6.7. At the Supplier’s request, the Purchaser shall be obliged to notify its debtors of the assignment, together with the request to pay the Supplier up to the amount of the Supplier’s claims against the Purchaser. The Supplier shall also be entitled to notify the Purchaser’s debtors of the assignment at any time and to collect the claims in its own name. The Supplier shall not make use of these powers as long as and to the extent that the Purchaser meets its payment obligations properly and without default, no application for the opening of insolvency proceedings against the Purchaser has been filed and the Purchaser does not suspend payments. If, however, one of the aforementioned cases occurs, the Supplier shall be entitled to demand that the Purchaser informs the Supplier of the assigned claims and the identity of the debtors, provides all information necessary for the collection of the claims and hands over the relevant documents.

6.8. In the event of seizures or other interventions by third parties, the Ordering Party must notify the Supplier in writing without delay, in particular to enable the Supplier to file a lawsuit pursuant to Section 771 of the German Code of Civil Procedure (ZPO).

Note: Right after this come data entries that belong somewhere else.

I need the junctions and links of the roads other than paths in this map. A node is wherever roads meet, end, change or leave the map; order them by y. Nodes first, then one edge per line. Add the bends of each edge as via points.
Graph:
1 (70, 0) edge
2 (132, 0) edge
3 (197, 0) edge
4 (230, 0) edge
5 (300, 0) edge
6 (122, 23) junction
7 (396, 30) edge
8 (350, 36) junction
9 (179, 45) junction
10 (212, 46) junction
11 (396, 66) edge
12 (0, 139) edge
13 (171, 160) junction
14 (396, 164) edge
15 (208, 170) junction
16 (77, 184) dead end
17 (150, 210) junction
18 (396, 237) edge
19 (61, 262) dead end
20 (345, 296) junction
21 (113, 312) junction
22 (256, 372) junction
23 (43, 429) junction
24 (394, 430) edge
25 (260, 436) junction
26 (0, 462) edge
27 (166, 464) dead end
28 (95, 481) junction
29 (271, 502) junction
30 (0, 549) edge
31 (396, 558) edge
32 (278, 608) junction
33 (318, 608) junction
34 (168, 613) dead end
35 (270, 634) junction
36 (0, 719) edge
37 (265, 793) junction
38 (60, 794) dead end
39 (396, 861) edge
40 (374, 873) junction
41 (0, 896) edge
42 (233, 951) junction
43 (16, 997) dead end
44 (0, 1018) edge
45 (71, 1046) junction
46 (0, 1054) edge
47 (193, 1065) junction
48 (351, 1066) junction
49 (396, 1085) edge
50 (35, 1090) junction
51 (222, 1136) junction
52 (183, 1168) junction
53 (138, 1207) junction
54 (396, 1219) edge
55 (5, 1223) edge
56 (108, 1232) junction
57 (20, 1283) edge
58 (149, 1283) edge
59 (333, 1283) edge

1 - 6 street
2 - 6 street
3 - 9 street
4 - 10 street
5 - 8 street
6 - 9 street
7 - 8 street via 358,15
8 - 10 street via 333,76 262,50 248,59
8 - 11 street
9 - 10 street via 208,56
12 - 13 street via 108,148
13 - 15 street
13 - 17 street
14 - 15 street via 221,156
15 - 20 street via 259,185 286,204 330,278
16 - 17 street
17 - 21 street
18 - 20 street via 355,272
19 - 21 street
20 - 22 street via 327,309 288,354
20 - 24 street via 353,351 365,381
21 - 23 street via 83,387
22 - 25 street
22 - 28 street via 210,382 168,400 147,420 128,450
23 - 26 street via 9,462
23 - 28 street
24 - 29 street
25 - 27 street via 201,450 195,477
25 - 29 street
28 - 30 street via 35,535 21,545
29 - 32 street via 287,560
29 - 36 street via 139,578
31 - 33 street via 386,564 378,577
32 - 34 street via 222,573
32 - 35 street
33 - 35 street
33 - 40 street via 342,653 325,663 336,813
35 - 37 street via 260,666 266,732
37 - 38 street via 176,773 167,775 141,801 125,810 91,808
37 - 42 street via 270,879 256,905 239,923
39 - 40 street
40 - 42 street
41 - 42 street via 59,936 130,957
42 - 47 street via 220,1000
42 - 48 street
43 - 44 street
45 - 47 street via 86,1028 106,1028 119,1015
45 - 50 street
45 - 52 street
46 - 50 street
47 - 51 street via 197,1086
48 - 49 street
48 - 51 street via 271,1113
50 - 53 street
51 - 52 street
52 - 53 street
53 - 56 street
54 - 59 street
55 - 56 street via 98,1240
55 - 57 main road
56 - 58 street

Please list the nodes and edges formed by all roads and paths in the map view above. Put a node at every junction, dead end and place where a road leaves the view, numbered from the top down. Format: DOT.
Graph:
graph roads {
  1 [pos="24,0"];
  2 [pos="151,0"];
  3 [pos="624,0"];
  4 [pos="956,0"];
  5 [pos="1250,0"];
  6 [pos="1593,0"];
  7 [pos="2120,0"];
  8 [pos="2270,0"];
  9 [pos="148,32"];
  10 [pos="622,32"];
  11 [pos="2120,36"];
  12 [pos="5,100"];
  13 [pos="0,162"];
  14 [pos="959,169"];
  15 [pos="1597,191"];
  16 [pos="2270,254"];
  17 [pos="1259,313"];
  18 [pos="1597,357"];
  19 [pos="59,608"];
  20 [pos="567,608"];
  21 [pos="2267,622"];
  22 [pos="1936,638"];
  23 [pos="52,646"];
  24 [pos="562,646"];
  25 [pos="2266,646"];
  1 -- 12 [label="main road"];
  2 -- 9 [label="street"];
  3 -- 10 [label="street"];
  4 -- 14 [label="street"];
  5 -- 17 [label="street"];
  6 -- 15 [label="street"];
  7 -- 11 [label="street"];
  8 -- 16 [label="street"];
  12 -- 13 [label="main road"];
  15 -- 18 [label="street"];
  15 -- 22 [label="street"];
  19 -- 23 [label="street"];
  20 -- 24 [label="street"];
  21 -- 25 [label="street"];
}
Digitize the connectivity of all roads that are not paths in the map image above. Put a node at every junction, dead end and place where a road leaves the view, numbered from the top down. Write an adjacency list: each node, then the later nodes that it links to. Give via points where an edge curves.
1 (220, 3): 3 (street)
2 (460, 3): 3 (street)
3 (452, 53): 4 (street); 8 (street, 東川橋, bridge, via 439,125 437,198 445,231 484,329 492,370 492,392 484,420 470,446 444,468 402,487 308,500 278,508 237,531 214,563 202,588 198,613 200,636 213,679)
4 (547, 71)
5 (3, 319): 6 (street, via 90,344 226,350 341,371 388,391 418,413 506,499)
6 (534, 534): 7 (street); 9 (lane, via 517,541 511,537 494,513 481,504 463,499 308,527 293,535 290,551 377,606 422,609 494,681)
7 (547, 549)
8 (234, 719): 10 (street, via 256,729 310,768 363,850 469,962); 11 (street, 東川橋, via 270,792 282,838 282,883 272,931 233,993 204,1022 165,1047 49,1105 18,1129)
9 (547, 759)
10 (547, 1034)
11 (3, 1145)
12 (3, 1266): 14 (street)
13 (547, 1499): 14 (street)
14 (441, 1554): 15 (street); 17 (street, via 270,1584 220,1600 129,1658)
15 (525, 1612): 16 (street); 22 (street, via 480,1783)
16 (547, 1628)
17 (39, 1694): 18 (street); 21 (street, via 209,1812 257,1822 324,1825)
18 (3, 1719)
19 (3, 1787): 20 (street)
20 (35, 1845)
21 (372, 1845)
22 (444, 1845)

6.9. The handling, processing or transformation of the delivery items subject to retention of title by the Supplier shall always be carried out by the Purchaser on behalf of the Supplier, without the Supplier incurring any liabilities as a result. If the delivery items subject to the supplier’s retention of title are processed with other items not belonging to the supplier, the supplier shall acquire co-ownership of the new item in the ratio of the value of the supplier’s delivery items (final invoice amount, including VAT) to the other processed items at the time of processing. In all other respects, the same shall apply to the item resulting from the processing as to the delivery items subject to retention of title. If the Supplier’s delivery items subject to retention of title are inseparably mixed or combined with other items not belonging to the Supplier, the Supplier shall acquire co-ownership of the new item in the ratio of the value of the delivery items subject to retention of title of the Supplier (final invoice amount, including VAT) to the other mixed or combined items at the time of mixing or combining. If the mixing or combination takes place in such a way that the Purchaser’s item is to be regarded as the main item, it is agreed that the Purchaser shall transfer co-ownership to the Supplier on a pro rata basis. The Purchaser shall keep the sole ownership or co-ownership thus created for the Supplier. The Purchaser shall be entitled to dispose of the newly created items in the ordinary course of business as long as the Purchaser fulfills the obligations arising from the business relationship with the Supplier in due time. However, under no circumstances shall the Purchaser be authorized to resell or otherwise dispose of these new products under agreement of a prohibition of assignment with the Purchaser’s customers, or to pledge or assign them as security. The Purchaser hereby assigns to the Supplier by way of security the claims arising from the sale of these new products to which the Supplier is entitled to ownership rights to the extent of the Supplier’s ownership share in the goods sold. If the Purchaser combines or mixes the delivery items with a main item, the Purchaser hereby assigns to the Supplier the claims against the third party up to the value of the items originally delivered under reservation of title; the Supplier hereby accepts these assignments.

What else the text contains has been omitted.